Dans les faits: Si vous avez un attrait pour les actifs alternatifs, la récente stabilisation du Bitcoin à ≈ 57 000 € montre que les crypto‑actifs restent volatils, mais ils peuvent jouer le rôle de diversifiant pour une allocation globale. Cependant, on ne doit pas confondre la performance d’un actif « high‑tech » avec la robustesse d’une entreprise qui détient une quasi‑monopole sur les données de recherche.
Un peu de recul. C. Lagarde rappelait, dans un discours à la Banque de France, que la diversification demeure la pierre angulaire de la gestion de portefeuille, surtout en période de corrections boursières. En s’appuyant sur une position modérée dans Alphabet, combinée à une exposition mesurée aux cryptomonnaies, on peut couvrir les deux côtés du spectre: rendement stable et potentiel de hausse spectaculaire.
Une exposition mesurée à Alphabet, complétée par une diversification prudente, permet d’allier stabilité et upside lié à l’IA.
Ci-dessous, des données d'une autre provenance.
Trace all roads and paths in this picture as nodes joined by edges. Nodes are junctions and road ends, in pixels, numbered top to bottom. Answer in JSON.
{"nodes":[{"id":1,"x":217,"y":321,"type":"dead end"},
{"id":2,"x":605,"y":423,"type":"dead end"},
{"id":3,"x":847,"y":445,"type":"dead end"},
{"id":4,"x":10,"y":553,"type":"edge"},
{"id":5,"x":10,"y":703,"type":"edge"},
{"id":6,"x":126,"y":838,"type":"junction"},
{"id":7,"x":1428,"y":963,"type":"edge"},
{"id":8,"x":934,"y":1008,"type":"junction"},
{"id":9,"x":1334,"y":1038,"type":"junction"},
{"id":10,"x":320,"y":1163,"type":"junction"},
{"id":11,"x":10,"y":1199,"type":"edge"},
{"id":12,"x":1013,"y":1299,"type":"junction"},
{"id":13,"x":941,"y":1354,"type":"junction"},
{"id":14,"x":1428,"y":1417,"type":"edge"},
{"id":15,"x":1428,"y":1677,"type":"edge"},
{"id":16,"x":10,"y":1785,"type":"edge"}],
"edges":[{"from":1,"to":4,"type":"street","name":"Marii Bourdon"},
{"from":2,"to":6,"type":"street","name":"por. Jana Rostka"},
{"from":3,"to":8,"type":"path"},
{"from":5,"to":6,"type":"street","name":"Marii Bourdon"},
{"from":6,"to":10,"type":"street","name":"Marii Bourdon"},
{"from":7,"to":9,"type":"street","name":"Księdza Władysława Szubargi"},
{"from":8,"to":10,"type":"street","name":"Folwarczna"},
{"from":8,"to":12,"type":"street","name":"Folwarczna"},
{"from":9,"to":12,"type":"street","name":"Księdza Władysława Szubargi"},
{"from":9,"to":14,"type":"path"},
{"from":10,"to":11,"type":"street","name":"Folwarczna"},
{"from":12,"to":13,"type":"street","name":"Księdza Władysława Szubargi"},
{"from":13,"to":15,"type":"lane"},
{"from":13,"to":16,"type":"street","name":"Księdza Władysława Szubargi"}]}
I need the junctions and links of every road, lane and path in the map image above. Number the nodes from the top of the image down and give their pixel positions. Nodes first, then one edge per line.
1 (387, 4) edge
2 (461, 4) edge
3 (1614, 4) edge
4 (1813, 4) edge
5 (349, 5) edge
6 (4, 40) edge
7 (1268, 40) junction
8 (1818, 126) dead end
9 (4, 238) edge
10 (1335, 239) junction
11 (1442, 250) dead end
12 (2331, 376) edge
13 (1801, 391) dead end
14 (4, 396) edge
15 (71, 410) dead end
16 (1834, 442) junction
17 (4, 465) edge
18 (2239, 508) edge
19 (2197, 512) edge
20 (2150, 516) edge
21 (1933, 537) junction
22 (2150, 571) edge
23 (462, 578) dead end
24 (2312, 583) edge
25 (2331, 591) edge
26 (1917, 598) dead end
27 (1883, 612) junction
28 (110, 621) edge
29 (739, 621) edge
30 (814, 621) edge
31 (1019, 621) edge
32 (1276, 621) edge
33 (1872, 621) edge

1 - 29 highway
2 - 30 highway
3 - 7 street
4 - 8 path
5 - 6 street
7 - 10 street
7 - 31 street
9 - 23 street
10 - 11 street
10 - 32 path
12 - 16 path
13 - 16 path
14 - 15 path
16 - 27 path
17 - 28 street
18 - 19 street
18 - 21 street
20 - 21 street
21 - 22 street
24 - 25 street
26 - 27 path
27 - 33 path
Bref. Le scénario idéal consiste à profiter d’une décote momentanée pour capitaliser sur le levier IA qui, une fois pleinement intégré, devrait propulser les marges d’Alphabet bien au‑dessus des attentes du marché. Restez attentif aux indicateurs macro, surveillez les mouvements du S&P 500 et du CAC 40, et n’oubliez pas que la patience reste souvent la meilleure alliée de l’investisseur averti. Ceci n’est pas un conseil en investissement.